CRISTINA RUFINI
Cronaca

Delitto Bergamini, la sorella: "Su Denis e noi anni di fango"

Donata in aula: "A luglio 2022 sono crollata, ho avuto un lungo buco nero"

di Cristina Rufini

Un’altra udienza – la quarantesima dall’inizio del processo – lunga e sofferta per Donata Bergamini, sorella di Denis, il calciatore argentano ucciso a 27 anni, il 18 novembre del 1989, in provincia di Cosenza. Ieri Donata per la seconda volta ha testimoniato davanti alla Corte di Assise di Cosenza, al processo che vede alla sbarra per concorso in omicidio volontario l’ex fidanzata di suo fratello, Isabella Internò, assente anche ieri. Un racconto intervallato da momenti di grande sofferenza e pianto nel rispondere alle domande del pm Luca Primicerio prima e del legale che assiste i parenti di Bergamini, l’avvocato Fabio Anselmo.

"Quando ci furono restituiti i suoi oggetti personali – ha ricordato Donata tra le lacrime – l’orologio era perfettamente funzionante. Non è stato necessario ripararlo, e neanche la catenina che Denis aveva al collo. E anche quando ci furono restituite le scarpe, dopo un po’, erano pulitissime, pure le suole". Come è possibile in un corpo che stando alle indagini di allora era stato trascinato per più di trenta metri? Evidentemente il corpo del calciatore non è mai stato travolto e trascinato sulla strada, ma ’solamente’ sormontato’ dal camion guidato da Raffaele Pisano: da qui l’unica, profonda ferita nella parte inferiore dell’addome. Donata ha poi ricordato il periodo in cui il fratello e l’allora fidanzata Isabella raggiunsero Boccaleone, per capire quale decisione prendere in merito alla gravidanza della Internò, ormai giunta al quinto mese. "Li accompagnai dal mio ginecologo – ha ribadito Donata – per un consulto sull’eventuale aborto. Fu in quell’occasione che mio padre (Domizio, ndr), quando lo informai di una successiva telefonata con la zia di Isabella, la quale mi disse che ’Suo fratello deve portarla all’altare’, preoccupato, consigliò a Denis di sposarla, perché a suo giudizio all’epoca l’onore al sud era una cosa seria. Denis gli rispose che non aveva intenzione di sposarla e che le cose erano cambiate". Forse non così tanto come aveva creduto il giovane calciatore. Donata, poi, sempre rispondendo al pm Primicerio, ha raccontato di alcune dichiarazioni della Internò che le sono state riportate anni dopo, dalla moglie di un calciatore che giocava con Denis. "La Internò le disse che piuttosto che saperlo di un’altra preferiva vederlo morto – ha raccontato Donata – e sempre Isabella le disse che i suoi cugini ’non dovevano sapere che si erano lasciati, perché altrimenti l’avrebbero ammazzato’". Timori che si sono concretizzati quel maledetto 18 novembre 1989?

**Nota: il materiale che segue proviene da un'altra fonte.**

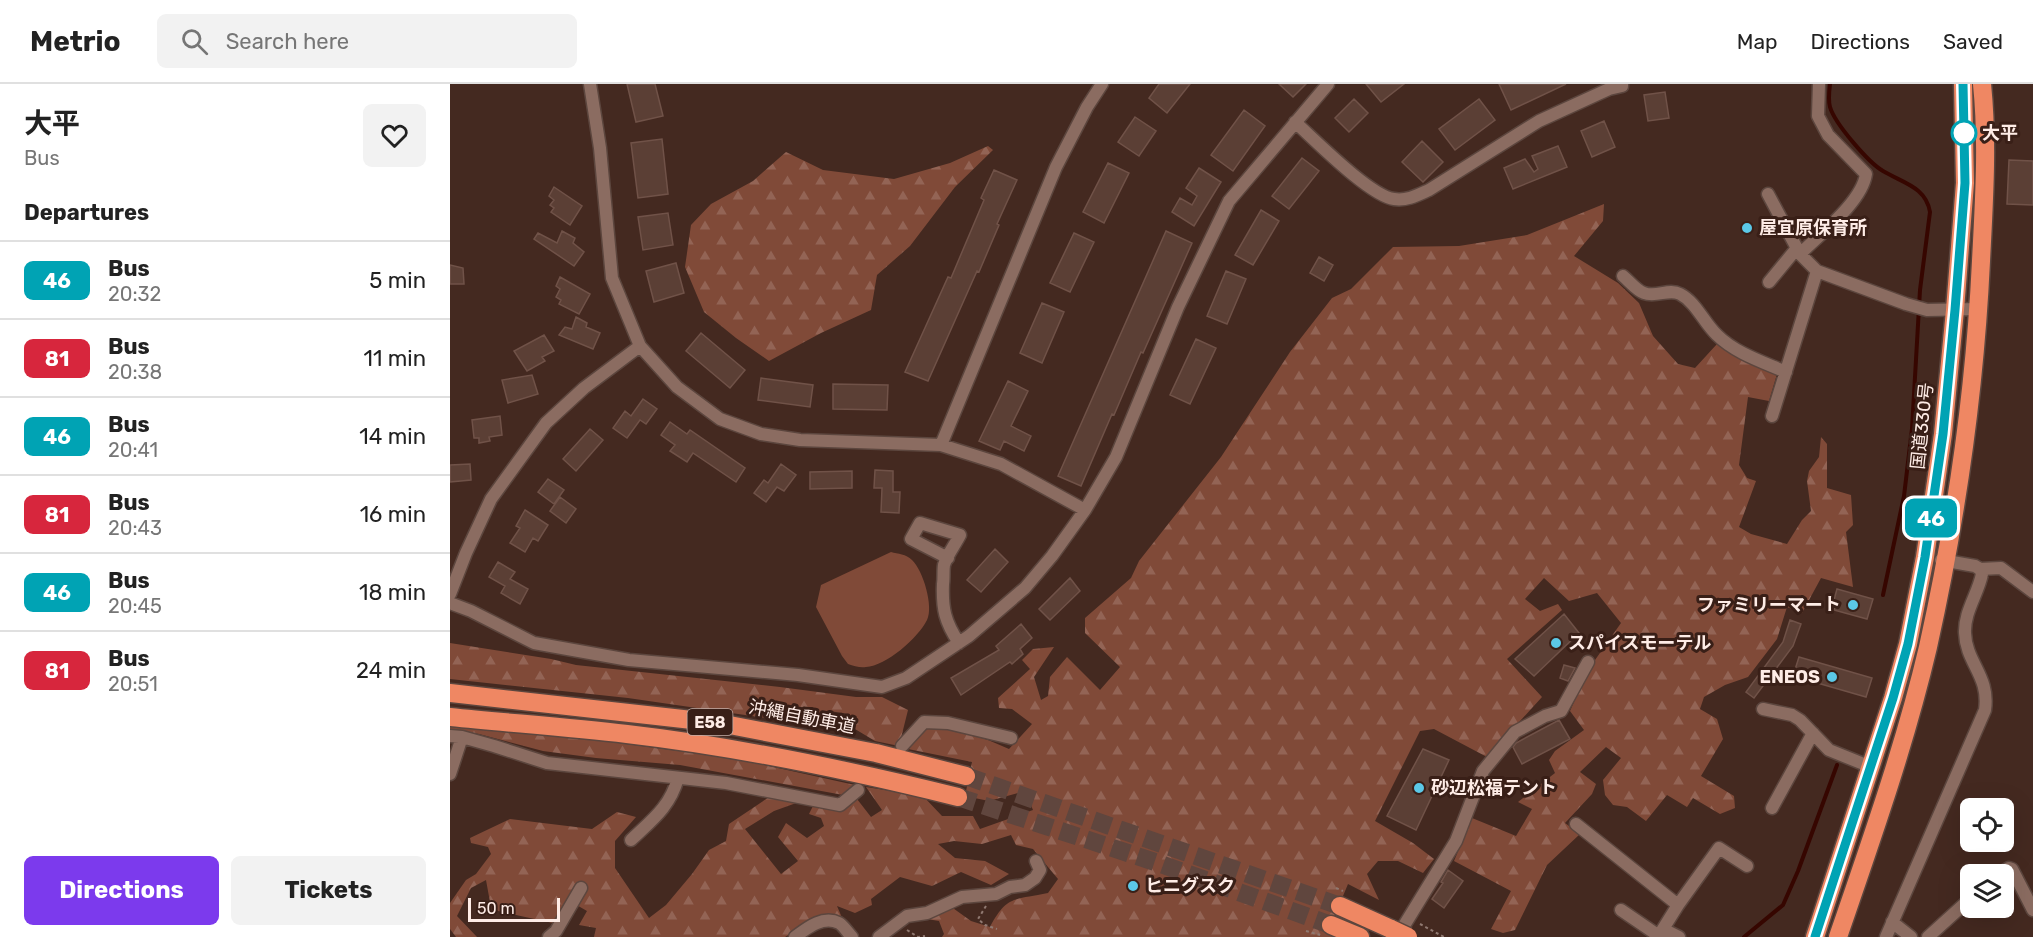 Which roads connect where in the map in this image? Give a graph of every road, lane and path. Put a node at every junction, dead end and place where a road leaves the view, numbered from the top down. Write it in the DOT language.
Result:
graph roads {
  1 [pos="590,84"];
  2 [pos="1102,84"];
  3 [pos="1328,84"];
  4 [pos="1622,84"];
  5 [pos="1819,84"];
  6 [pos="1963,84"];
  7 [pos="1982,84"];
  8 [pos="1295,122"];
  9 [pos="1768,194"];
  10 [pos="1798,251"];
  11 [pos="1817,271"];
  12 [pos="1623,276"];
  13 [pos="1769,282"];
  14 [pos="1979,309"];
  15 [pos="1955,310"];
  16 [pos="640,346"];
  17 [pos="1785,372"];
  18 [pos="1772,416"];
  19 [pos="941,445"];
  20 [pos="1085,510"];
  21 [pos="1925,557"];
  22 [pos="948,558"];
  23 [pos="1946,560"];
  24 [pos="1980,569"];
  25 [pos="2033,592"];
  26 [pos="450,594"];
  27 [pos="450,603"];
  28 [pos="959,643"];
  29 [pos="1588,662"];
  30 [pos="450,693"];
  31 [pos="1763,709"];
  32 [pos="450,717"];
  33 [pos="1813,733"];
  34 [pos="456,737"];
  35 [pos="1011,738"];
  36 [pos="902,746"];
  37 [pos="1871,767"];
  38 [pos="450,774"];
  39 [pos="966,776"];
  40 [pos="678,778"];
  41 [pos="858,790"];
  42 [pos="958,797"];
  43 [pos="1772,808"];
  44 [pos="1576,824"];
  45 [pos="631,840"];
  46 [pos="1036,861"];
  47 [pos="1747,866"];
  48 [pos="2014,873"];
  49 [pos="582,888"];
  50 [pos="1678,905"];
  51 [pos="1340,906"];
  52 [pos="1960,908"];
  53 [pos="1621,910"];
  54 [pos="2033,910"];
  55 [pos="978,919"];
  56 [pos="1408,919"];
  57 [pos="1892,922"];
  58 [pos="898,923"];
  59 [pos="997,929"];
  60 [pos="1305,931"];
  61 [pos="1330,931"];
  62 [pos="1396,933"];
  63 [pos="1660,934"];
  64 [pos="925,936"];
  65 [pos="550,937"];
  66 [pos="795,937"];
  67 [pos="852,937"];
  68 [pos="879,937"];
  69 [pos="1360,937"];
  70 [pos="1408,937"];
  71 [pos="1444,937"];
  72 [pos="1679,937"];
  73 [pos="1815,937"];
  74 [pos="1838,937"];
  75 [pos="1886,937"];
  76 [pos="1911,937"];
  77 [pos="1928,937"];
  1 -- 16 [label="street"];
  2 -- 19 [label="street"];
  3 -- 8 [label="street"];
  4 -- 8 [label="street"];
  5 -- 10 [label="street"];
  6 -- 15 [label="highway, 国道330号"];
  7 -- 14 [label="highway"];
  8 -- 20 [label="street"];
  9 -- 10 [label="street"];
  10 -- 11 [label="street"];
  10 -- 13 [label="street"];
  11 -- 15 [label="street"];
  11 -- 17 [label="street"];
  12 -- 17 [label="street"];
  14 -- 15 [label="street"];
  14 -- 23 [label="highway"];
  15 -- 21 [label="highway, 国道330号"];
  16 -- 19 [label="street"];
  16 -- 26 [label="street"];
  17 -- 18 [label="street"];
  19 -- 20 [label="street"];
  20 -- 28 [label="street"];
  21 -- 23 [label="street"];
  21 -- 37 [label="highway, 国道330号"];
  22 -- 28 [label="street"];
  23 -- 24 [label="street"];
  23 -- 74 [label="highway"];
  24 -- 25 [label="street"];
  24 -- 57 [label="street"];
  27 -- 28 [label="street"];
  29 -- 56 [label="street"];
  30 -- 39 [label="highway, 沖縄自動車道 / E58"];
  31 -- 33 [label="street"];
  32 -- 42 [label="highway, E58"];
  33 -- 37 [label="street"];
  33 -- 43 [label="street"];
  34 -- 38 [label="street"];
  34 -- 40 [label="street"];
  35 -- 36 [label="street"];
  37 -- 73 [label="highway, 国道330号"];
  40 -- 41 [label="street"];
  40 -- 45 [label="street"];
  44 -- 50 [label="street"];
  46 -- 58 [label="street"];
  47 -- 50 [label="street"];
  48 -- 54 [label="street"];
  49 -- 65 [label="street"];
  50 -- 63 [label="street"];
  51 -- 62 [label="highway"];
  52 -- 77 [label="street"];
  53 -- 63 [label="street"];
  55 -- 59 [label="path"];
  56 -- 62 [label="street"];
  56 -- 71 [label="path"];
  57 -- 75 [label="street"];
  57 -- 76 [label="street"];
  58 -- 64 [label="path"];
  58 -- 68 [label="street"];
  60 -- 61 [label="path"];
  61 -- 69 [label="highway"];
  62 -- 70 [label="highway, bridge"];
  63 -- 72 [label="street"];
  66 -- 67 [label="street"];
} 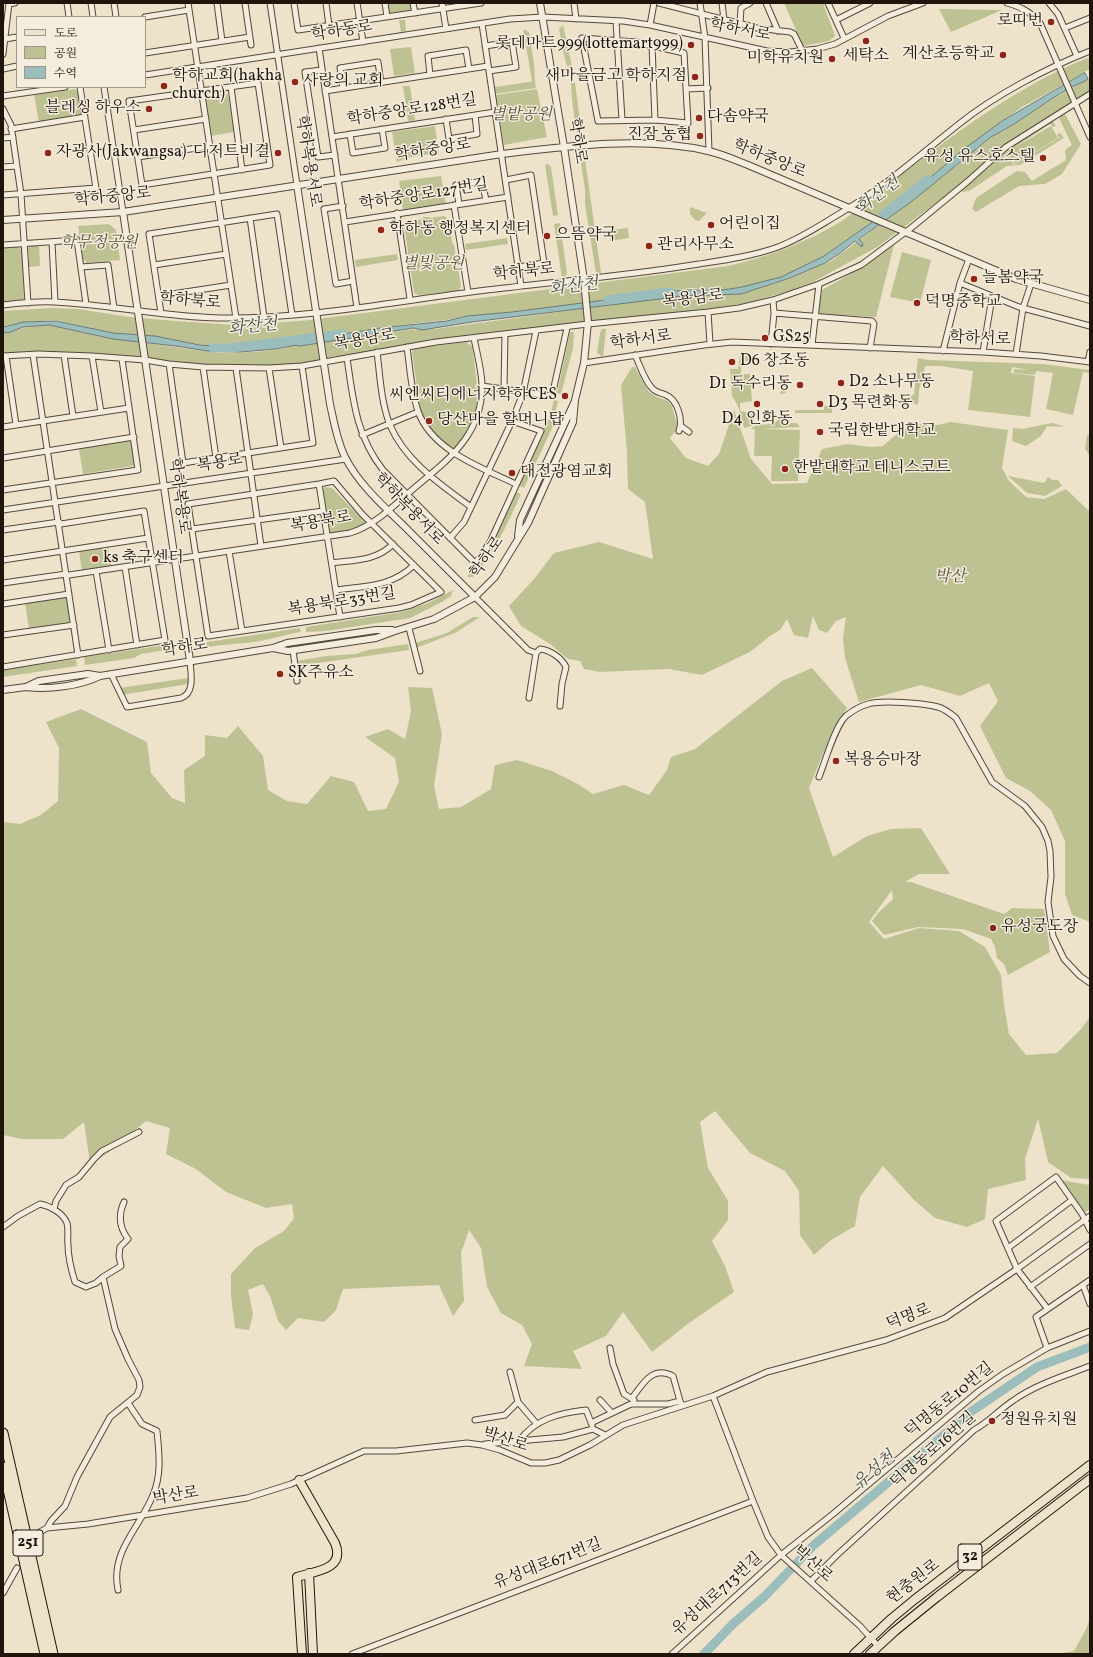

Infine, in risposta alle domande dell’avvocato Anselmo, Donata ha ripercorso il suo crollo fisico ed emotivo. "Al momento sono in terapia di supporto psicologico. Ho avuto un lungo buco nero e mi chiedo come non ho fatto a crollare prima – ha sottolineato – è accaduto a luglio del 2022, quando i miei figli hanno cominciato a farmi notare alcuni comportamenti strani. Quando leggevo di Denis non ricordavo più nulla e rifiutavo i contatti con il mondo esterno. Mi sto riprendendo. Denis non è mai scomparso dalle nostre vite: è stato buttato fango su di lui e su di noi. Addirittura fu detto che aveva contratto l’Hiv. Impossibile". Si torna in aula martedì prossimo con il contro esame della difesa Internò: forse il momento più difficile per Donata.